We want to create users that are able to access Dashboards, but have no ability to modify them. We do have it so that they are unable to save attempted edits, but the “Edit” button remains visible, which misleads them into thinking they can edit.
Currently using the last version of OpenDistro, but am preparing to migrate to OpenSearch.
@dmbreakey there is no option as far as I’m aware. The closest would be the kibana_read_only role, which only allows access to dashboards, however the edit button is still present.
I’d recommend raising an issue here, as this would be a great addition.
Curious, because I am certain I have seen someone who, as far as I can tell is using OpenDistro, and in their instance, the “Edit” button appears to be gone.
I’d have to assume they’re using a custom plugin, in that case? Or is that even feasible? I think they are using a slightly older release (a couple of point-releases behind).
Or, could they be doing something as simple as custom CSS, that just instructs the browser to not render the button? Can you even do that on a per-user basis?
I’m beginning to suspect we might have hit upon a regression, although I am not convinced of that yet (seems like this would be a rather obvious bug to have been overlooked).
After comparing the other’s deployment against ours (by reviewing the raw HTML) I am convinced that he’s not doing anything that isn’t already fully supported in the version we’re running, as the relevant HTML is the same in both cases except for a key attribute in the BODY tag. It appears to be the fact that our deployment is not inserting this attribute that is preventing this from working.
And given the name of the class and attribute in question, security-isReadOnlyTenant, I do have to wonder if I messed something up when defining the user permissions.
It’s either that, or this really is a regression… hopefully I’ll know soon.
@dmbreakey I tried to odfe 1.10.1 and the “edit” button is still there.
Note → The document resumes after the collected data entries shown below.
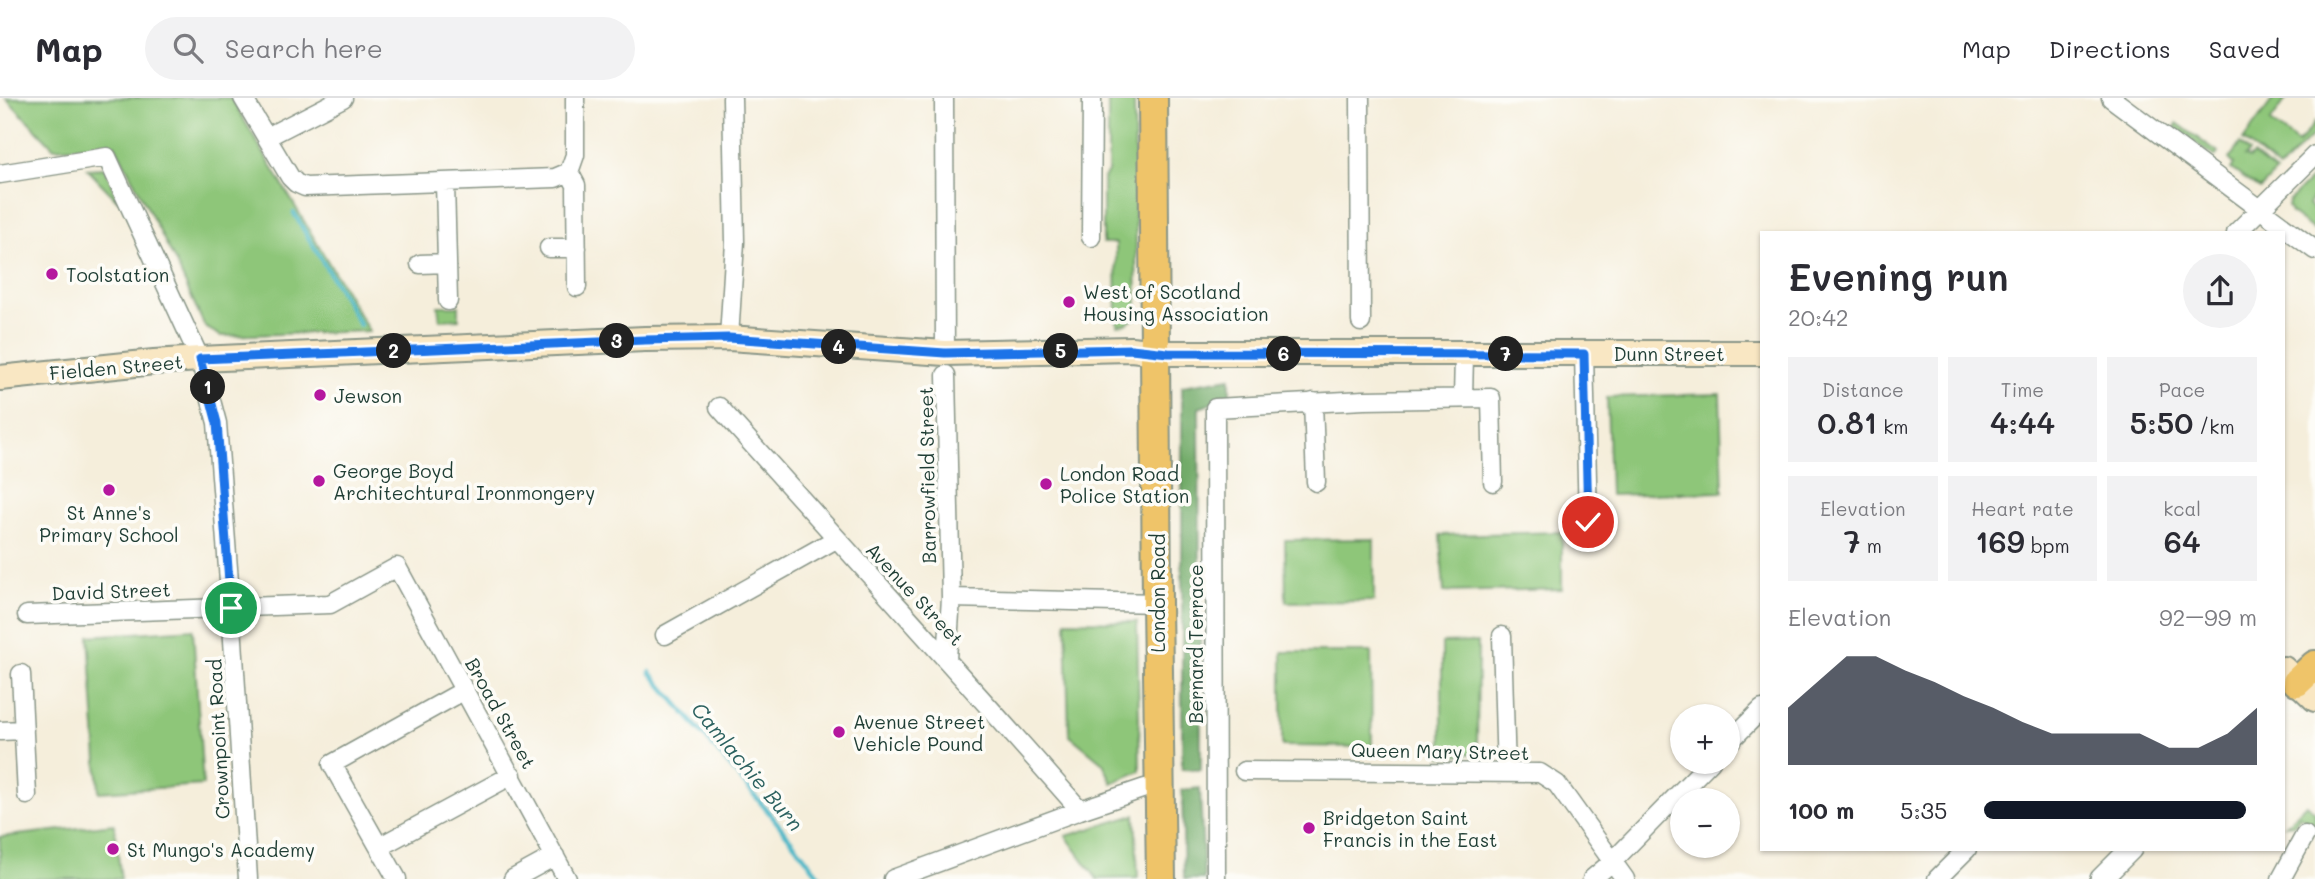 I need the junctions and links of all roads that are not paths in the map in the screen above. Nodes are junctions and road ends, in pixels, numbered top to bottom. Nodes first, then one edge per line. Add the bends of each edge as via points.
1 (243, 98) edge
2 (343, 98) edge
3 (575, 98) edge
4 (733, 98) edge
5 (944, 98) edge
6 (1092, 98) edge
7 (1153, 98) edge
8 (1360, 98) edge
9 (2110, 98) edge
10 (267, 137) junction
11 (2315, 155) edge
12 (569, 172) junction
13 (0, 174) edge
14 (445, 183) junction
15 (2260, 209) junction
16 (2238, 231) edge
17 (1091, 237) dead end
18 (549, 248) dead end
19 (577, 248) junction
20 (2315, 250) edge
21 (447, 263) junction
22 (420, 264) dead end
23 (578, 287) dead end
24 (449, 300) dead end
25 (1362, 322) dead end
26 (729, 338) junction
27 (1156, 351) junction
28 (1584, 354) junction
29 (1760, 354) edge
30 (1464, 355) junction
31 (200, 359) junction
32 (946, 364) junction
33 (0, 377) edge
34 (1463, 398) junction
35 (1313, 402) junction
36 (719, 407) dead end
37 (1316, 481) dead end
38 (1493, 482) dead end
39 (1588, 522) dead end
40 (836, 539) junction
41 (397, 567) joint
42 (951, 598) junction
43 (1157, 603) junction
44 (231, 608) junction
45 (27, 615) dead end
46 (666, 635) dead end
47 (1502, 636) dead end
48 (947, 659) junction
49 (21, 674) dead end
50 (465, 690) junction
51 (1760, 711) edge
52 (24, 730) junction
53 (0, 731) edge
54 (1740, 731) edge
55 (1244, 771) dead end
56 (1506, 774) junction
57 (1698, 774) edge
58 (512, 775) junction
59 (1160, 787) junction
60 (27, 795) dead end
61 (1080, 810) junction
62 (2305, 835) dead end
63 (379, 847) junction
64 (1965, 851) edge
65 (2129, 851) edge
66 (555, 856) junction
67 (1612, 862) junction
68 (248, 879) edge
69 (397, 879) edge
70 (513, 879) edge
71 (567, 879) edge
72 (893, 879) edge
73 (1161, 879) edge
74 (1216, 879) edge
75 (1592, 879) edge
76 (1625, 879) edge
77 (1937, 879) edge
78 (2101, 879) edge
79 (2281, 879) edge

1 - 10 street
2 - 10 street
3 - 12 street via 575,155
4 - 26 street via 735,242
5 - 32 street, Barrowfield Street
6 - 17 street
7 - 27 main road, London Road
8 - 25 street
9 - 15 street
10 - 14 street via 290,177 305,187
11 - 15 street
12 - 14 street via 555,178
12 - 19 street via 576,185
13 - 31 street, Crownpoint Road via 107,158
14 - 21 street
15 - 16 street
15 - 20 street
18 - 19 street
19 - 23 street
21 - 22 street
21 - 24 street
26 - 31 main road, Fielden Street
26 - 32 main road, Fielden Street
27 - 30 main road, Dunn Street
27 - 32 main road, Fielden Street
27 - 43 main road, London Road
28 - 29 main road, Dunn Street
28 - 30 main road, Dunn Street
28 - 39 street
30 - 34 street
31 - 33 main road, Fielden Street
31 - 44 street, Crownpoint Road via 217,423
32 - 42 street, Barrowfield Street
34 - 35 street
34 - 38 street via 1491,398
35 - 37 street
35 - 74 street, Bernard Terrace via 1215,408
36 - 40 street, Avenue Street
40 - 46 street
40 - 48 street, Avenue Street
41 - 44 street, David Street via 331,604
41 - 50 street, Broad Street
42 - 43 street
42 - 48 street, Barrowfield Street
43 - 59 main road, London Road
44 - 45 street, David Street
44 - 68 street, Crownpoint Road
47 - 56 street
48 - 61 street, Avenue Street
49 - 52 street
50 - 58 street, Broad Street
50 - 63 street via 332,764
51 - 54 street
52 - 53 street
52 - 60 street
55 - 56 street, Queen Mary Street
56 - 67 street, Queen Mary Street via 1540,773 1558,784
57 - 67 street
58 - 63 street
58 - 66 street, Broad Street
59 - 61 street
59 - 73 main road, London Road
61 - 72 street
62 - 79 street
63 - 69 street
64 - 77 street
65 - 78 street
66 - 70 street
66 - 71 street, Broad Street
67 - 75 street
67 - 76 street, Queen Mary Street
So doesn’t look like a configuration issue from your end. I do have a feeling that older versions didn’t have this button, but I could be mistaken.
On the other, older install, the “Edit” link is definitely there, and fully functional; all I need to do is go into the DOM Inspector in my browser and instruct it to ignore the {display:none} directive, and then I can click on it and get exactly the behavior I’d expect. The only tricky part is finding it in the HTML.
Namely the edit controls appear in the dashboard elements. I’m confident this means I misconfigured something on our local install; I just don’t understand what yet.
The CSS is being applied to a class, which seems to be applied to the <BODY> tag; specifically the relevant CSS is .security-isReadOnlyTenant[security_path^="dashboard"] [data-test-subj="dashboardEditMode"], with the former attribute (security_path) applied to the <BODY> tag, and the latter attribute applied to the container element holding the Edit link.
On our installation, the .security-isReadyOnlyTenant class is not applied to the <BODY> tag; it is present on the other, working install.
This is what makes me think this is deliberate, supported behavior out of the box.
@dmbreakey had a chance to try to with older version (1.3.0) and can confirm the behaviour was not present there (i.e. no edit button). Haven’t tried the later versions.
But I think it would make more sense not to have Edit button if the user is mapped to dashboard read-only mode.
I’ve been digging into this extensively in the final build of OpenDistro, and it appears the function to hide/show the “Edit” button is present, and there’s a flag present that tells it whether to present a “read-only dashboard”, and as far as I can tell code is present (in the JavaScript pieces) that checks this flag and reacts to it. If the flag is set to show a read-only Dashboard, it hides the “Edit” button… I’m pretty sure, anyway.
What doesn’t appear to be present is any ability to change the default value of this flag. It defaults to allowing Dashboards to be edited, and as far as I can tell there’s no code that actually changes it, or allows it to be changed.
I may well be misreading this (I’m getting reasonably proficient at Python, but JS still throws me–not confident I understand how it handles object references and relationships, nor do I yet “get” the app framework), but it seems to me that, in theory, all we need is to write a plugin that allows us to control that flag, either directly or indirectly, and it should take care of itself automatically. I think…
I’m guessing what is supposed to happen is that the Security plugin controls this flag, based on whatever criteria it chooses, and then the Dashboard just “does the right thing” automatically. But for whatever reason, it seems the OpenDistro (and I’m guessing now OpenSearch) Security plugin doesn’t manage this flag for some reason. Maybe because the OSS build of Elastic doesn’t? But that’s only speculation.
You can use RBAC feature in opensearch to manage who can access and modify dashboards. By creating custom roles with specific permission you can allow some user to only view dashboard without being able to make any change.